Ich sah die Menschen noch einmal an und dann ließ ich mich fallen. Das Wasser schlug über mir zusammen. Es wurde dunkler und ruhiger. Ich sank auf den Grund des Sees und konnte weder sehen noch hören. Es gab nur noch mein Märchen. Ich öffnete mein inneres Auge und blickte die kleine Kerze in meiner Brust an. Und ich seufzte. Was war mein kleines Glück wert? Wenn Leiden nicht kümmert, ist Glück auch nicht wichtig. Ich wusste: Ich konnte an meinem kleinen Licht glücklich sein. Ich konnte bis ans Ende aller Tage an diesem ruhigen, ruhigen Ort liegen und mich an meinem kleinen, bescheidenen Glück erfreuen. Ich konnte mit Güte an die Menschen denken, die mit feuchten, nassen Wangen in der Dunkelheit der Welt kauerten. Ich liege hier auf dem stillen Grund des Sees, kein Gedanke taucht durch mein Wasser. Ich bin da und nichts weiter.

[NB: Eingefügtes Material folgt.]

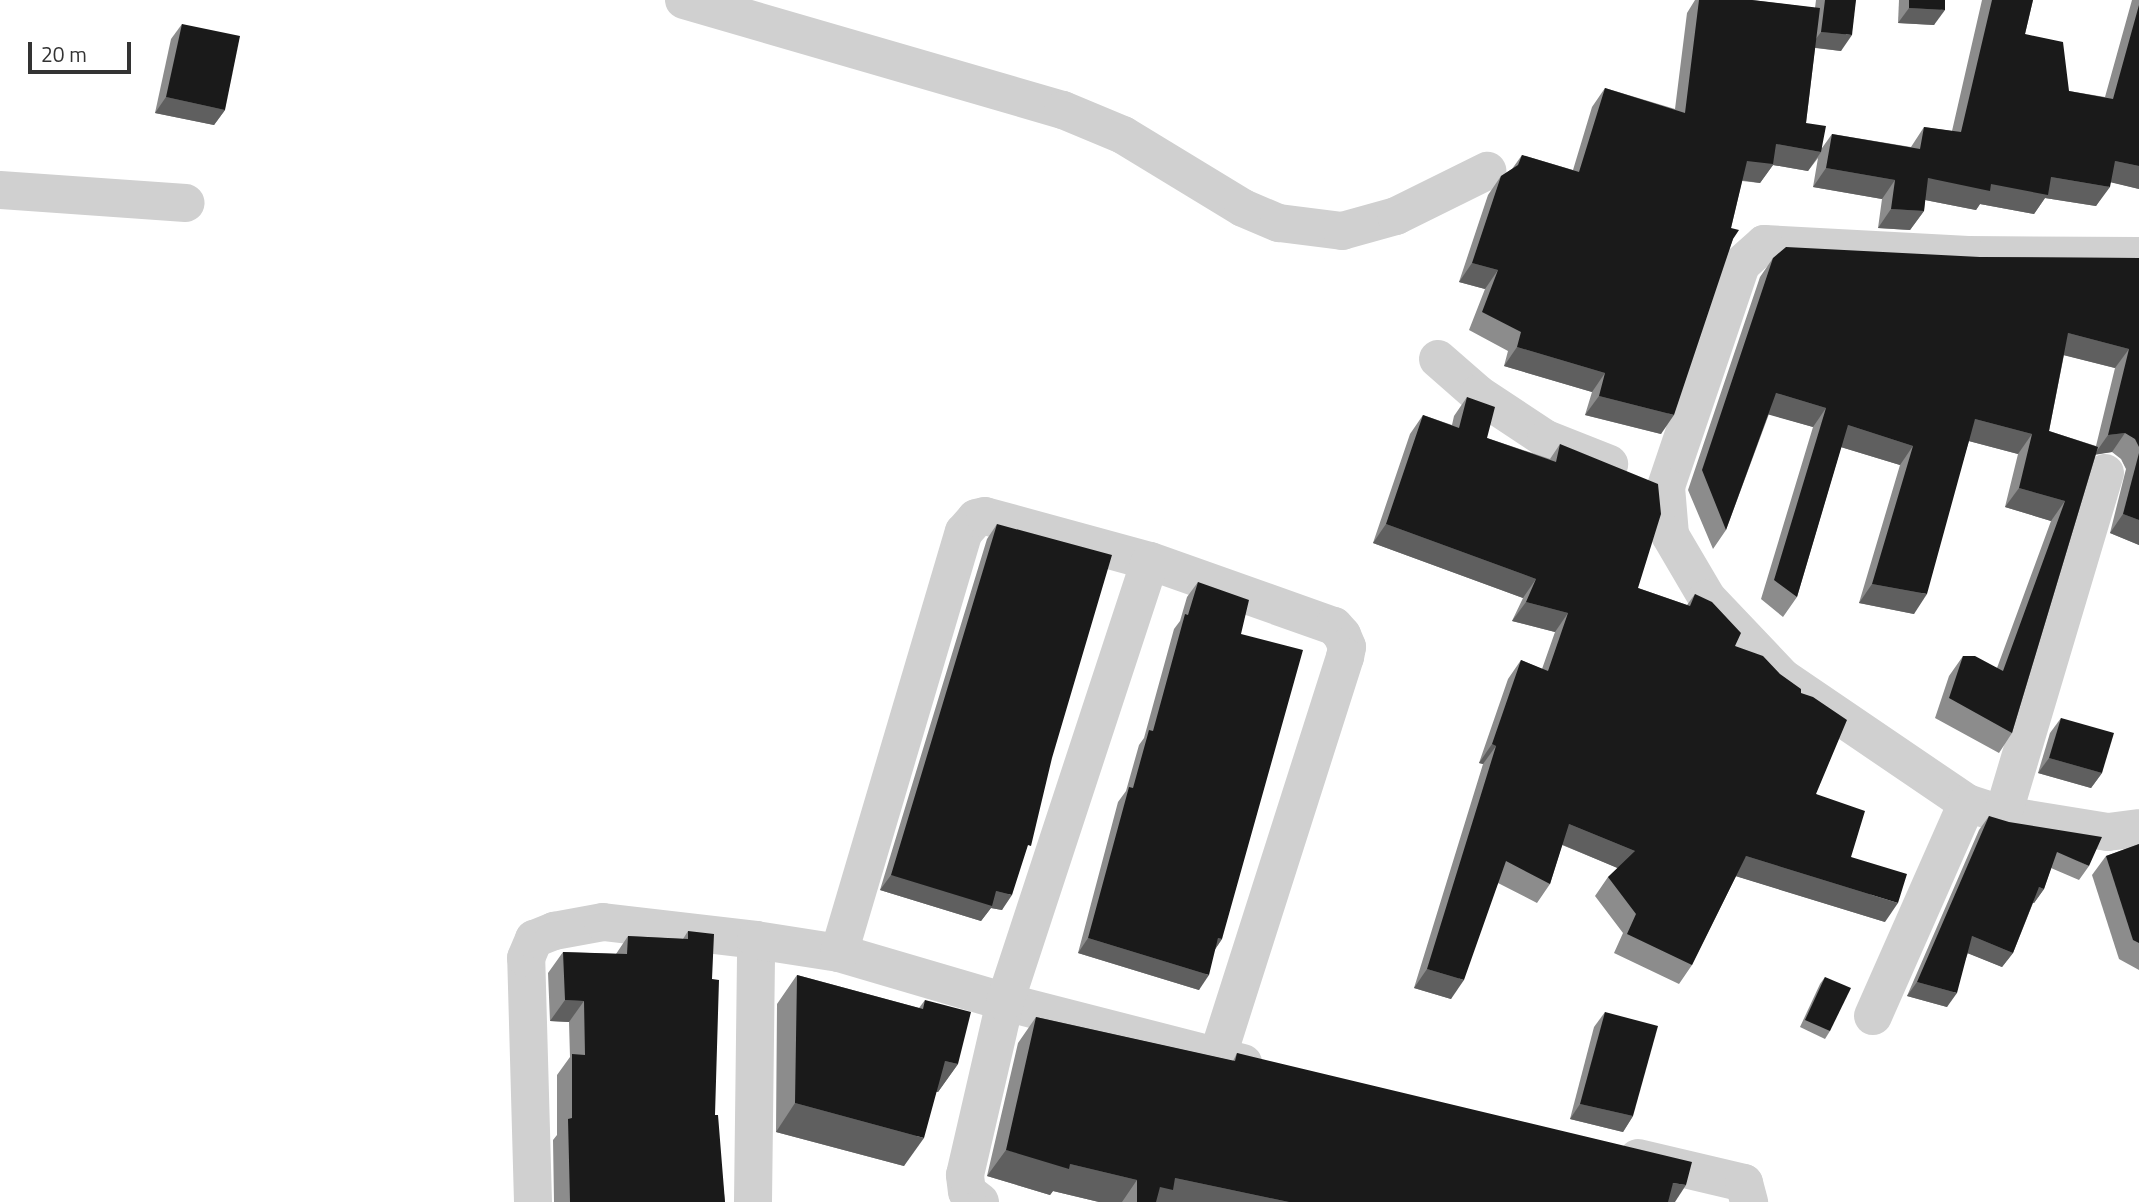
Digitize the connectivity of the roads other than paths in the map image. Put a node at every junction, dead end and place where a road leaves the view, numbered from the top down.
1 (684, 0) edge
2 (1487, 171) dead end
3 (0, 190) edge
4 (186, 203) dead end
5 (2139, 256) edge
6 (1437, 359) dead end
7 (2105, 473) dead end
8 (1666, 487) junction
9 (1150, 561) junction
10 (1967, 803) junction
11 (2003, 815) junction
12 (2139, 828) edge
13 (756, 940) junction
14 (839, 953) junction
15 (1005, 1002) junction
16 (1873, 1016) dead end
17 (1217, 1057) junction
18 (1272, 1070) edge
19 (1609, 1151) edge
20 (533, 1202) edge
21 (753, 1202) edge
22 (980, 1202) edge
23 (1749, 1202) edge

1 - 2 street
3 - 4 street
5 - 8 street
6 - 8 street
7 - 11 street
8 - 10 street
9 - 14 street
9 - 15 street
9 - 17 street
10 - 11 street
10 - 16 street
11 - 12 street
13 - 14 street
13 - 20 street
13 - 21 street
14 - 15 street
15 - 17 street
15 - 22 street
17 - 18 street
19 - 23 street

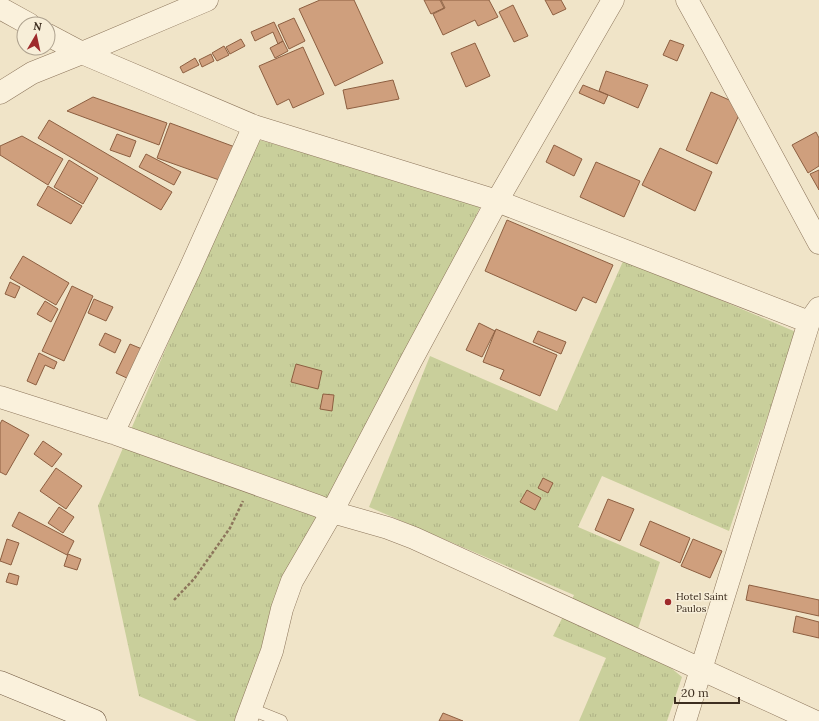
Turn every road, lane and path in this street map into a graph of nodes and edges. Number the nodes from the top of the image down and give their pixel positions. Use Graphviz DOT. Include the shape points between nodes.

Was sollte ich tun, frage ich mich? Ich bin glücklich, so glücklich, dass es mich traurig macht. Ich muss lächeln, weil nun auch meine Wangen von Tränen genässt werden. Meine Güte und Mitleid überwältigt mich. Ich sehe und höre nichts, doch ich fühle, dass es da noch Menschen gibt, die mit nassen Wangen im dunklen Zwielicht kauern. Mein trauriges Glück lässt mich lächeln, denn auch das Gefühl wird allmählich leiser und verschwindet in die Ewigkeit. Und mit jeder Sekunde, die ich warte, wird es schwerer aufzutauchen.

4 Responses to “Die letzte buddhistische Frage”

  1. Tamara

    Hi Sascha, ist das von dir? Ohne jetzt mal auf den Inhalt einzugehen – es klingt von der Schreibmelodie ganz anders als das was ich sonst von dir gelesen habe. Sehr einfach und klar, aber dadurch nicht weniger eindringlich. LG T.

    Antworten
    • donnerundpflicht

      Moin Tamara,

      klar ist das von mir. Sonst würde ich das doch nicht veröffentlichen? :)

      Meine Selbsteinschätzung ist: Es ist eine andere Facette meines Stils. Ich schreibe im ganzen Spektrum von trockenen Sachtexten bis zu sehr freier Prosa. Dieser ist weniger trocken als die meisten anderen. Wahrscheinlich daher dein Eindruck?

      Jedenfalls: Danke für die Rückmeldung.

      — Sascha

  2. Tamara

    Ja, weniger Fremdwörter ;-) War flüssiger zu lesen. – Ich war mir auch nicht sicher, ob es von dir ist, weil mein Eindruck bisher war, dass du viel kämpfst. Jetzt schreibst du davon, dich rückwärts fallen zu lassen. Fand ich eine überraschende Entwicklung. // Wieso bekomme ich von dieser Seite keine Mail, wenn eine Antwort von dir drinsteht? Ist mir schon mal aufgefallen. Soll das so sein? LG

    Antworten
    • donnerundpflicht

      Ich denke, dass der Eindruck täuscht, weil die wenigen Texte, die ich veröffentliche keine repräsentative Auswahl meiner Texte sind, wenngleich dein Eindruck korrekt ist, dass das Element Kampf dominanter in meinem Denken ist.

      Bezüglich der Mails kann ich dir nicht helfen. Von den Einstellungen her solltest du per Kästchen die Mails aktivieren können.